The galleries of the Department of Greek and Roman Art proved to be an incredible source of inspiration throughout my project. These sculptures were created with care and mastery, treasured in their time, broken and tossed during historical turmoil, and then preserved and admired once again. The original delicacy and the torment of time—shown in the number of missing or broken body parts—combined to create an altogether new sensibility. In the virtual world, each of the 3D models is a character, a piece of sculpture, and digital data, all at the same time. The viewers experience the Classical beauty along with the digital glitches that distort the sculptures; it becomes a visual orchestra of cultural objects and living beings losing their individual identities and merging with each other in a timeless virtual space.
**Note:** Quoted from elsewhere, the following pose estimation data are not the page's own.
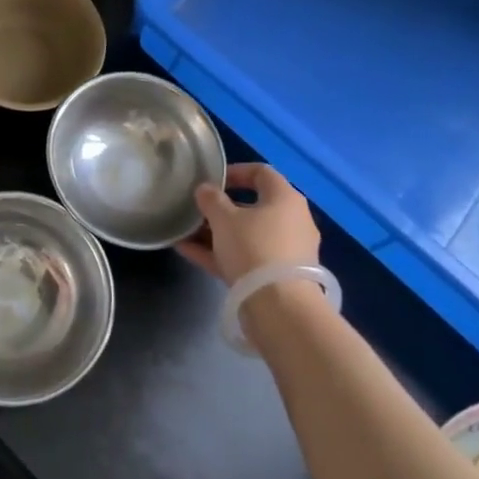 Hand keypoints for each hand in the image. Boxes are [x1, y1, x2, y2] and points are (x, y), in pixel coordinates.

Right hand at [176, 163, 320, 284]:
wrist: (279, 307)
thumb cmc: (253, 248)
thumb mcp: (224, 219)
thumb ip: (211, 199)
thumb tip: (205, 189)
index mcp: (285, 198)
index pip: (261, 173)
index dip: (234, 172)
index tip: (211, 180)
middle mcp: (292, 220)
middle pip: (253, 207)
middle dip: (220, 209)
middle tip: (197, 211)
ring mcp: (287, 251)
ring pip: (247, 235)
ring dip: (216, 233)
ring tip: (185, 234)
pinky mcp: (278, 277)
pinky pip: (246, 258)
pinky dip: (221, 254)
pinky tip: (189, 253) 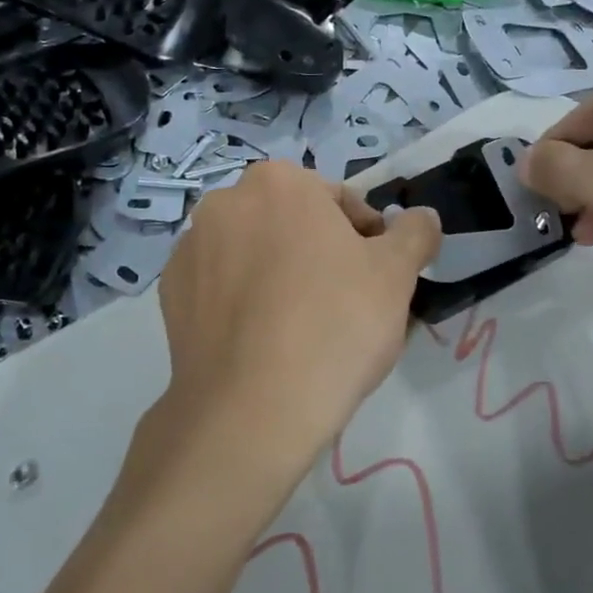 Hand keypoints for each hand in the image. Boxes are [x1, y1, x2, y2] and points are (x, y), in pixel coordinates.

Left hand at [154, 161, 441, 474]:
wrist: (251, 411)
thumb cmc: (334, 326)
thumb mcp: (396, 275)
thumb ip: (414, 233)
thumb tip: (422, 217)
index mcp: (279, 182)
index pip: (339, 201)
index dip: (368, 240)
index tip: (377, 280)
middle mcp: (226, 201)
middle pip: (293, 223)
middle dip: (320, 253)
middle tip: (344, 305)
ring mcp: (191, 247)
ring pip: (255, 252)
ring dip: (280, 273)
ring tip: (302, 327)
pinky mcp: (170, 292)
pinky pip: (222, 285)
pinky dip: (243, 301)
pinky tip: (263, 341) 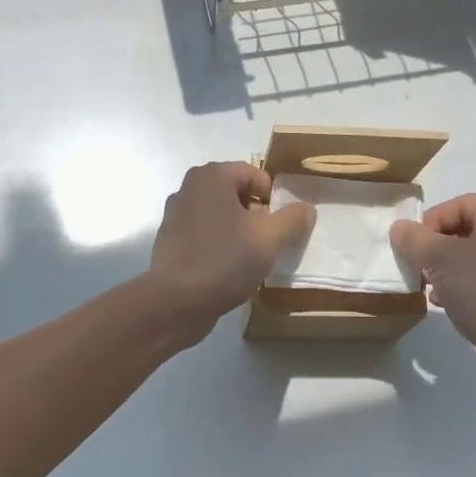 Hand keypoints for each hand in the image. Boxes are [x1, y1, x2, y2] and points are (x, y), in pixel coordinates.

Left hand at [147, 162, 314, 340]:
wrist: (176, 302)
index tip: (280, 225)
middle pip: (235, 192)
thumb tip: (306, 208)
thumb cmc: (225, 260)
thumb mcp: (269, 239)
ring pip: (219, 213)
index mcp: (212, 176)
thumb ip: (292, 219)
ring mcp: (175, 213)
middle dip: (255, 214)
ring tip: (249, 256)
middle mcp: (190, 187)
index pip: (254, 174)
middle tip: (267, 241)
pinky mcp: (170, 239)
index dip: (272, 198)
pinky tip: (226, 267)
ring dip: (237, 229)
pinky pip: (203, 232)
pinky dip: (218, 242)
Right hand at [391, 194, 475, 389]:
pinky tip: (444, 303)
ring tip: (427, 285)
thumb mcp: (439, 258)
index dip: (433, 218)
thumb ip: (414, 239)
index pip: (461, 203)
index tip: (415, 244)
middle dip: (435, 245)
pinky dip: (458, 286)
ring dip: (444, 268)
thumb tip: (400, 228)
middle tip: (418, 264)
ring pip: (470, 258)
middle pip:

My experience in the Media Lab was extraordinary. The internship really focused on supporting individual interests, and there were abundant opportunities to meet staff from other departments and experts from outside the Met who provided feedback on and insight into my project. After completing the internship, besides my school's animation showcase, my project has been accepted into the Outcasting: Fourth Wall moving-image festival in Cardiff, Wales. I feel incredibly honored to have my work screened alongside that of artists I admire such as Jonas Mekas and Jordan Baseman. I see this project as a series of long-term experiments, and I hope that it can be seen by a broader audience in the future.

Rui Hu

Rui Hu was formerly a Media Lab intern in the Digital Media Department. A 2014 graduate of New York University's Tisch School of the Arts, where he studied film, animation, and computer science, Rui furthered his interest in sculpture, moving images, and technology during his Media Lab internship.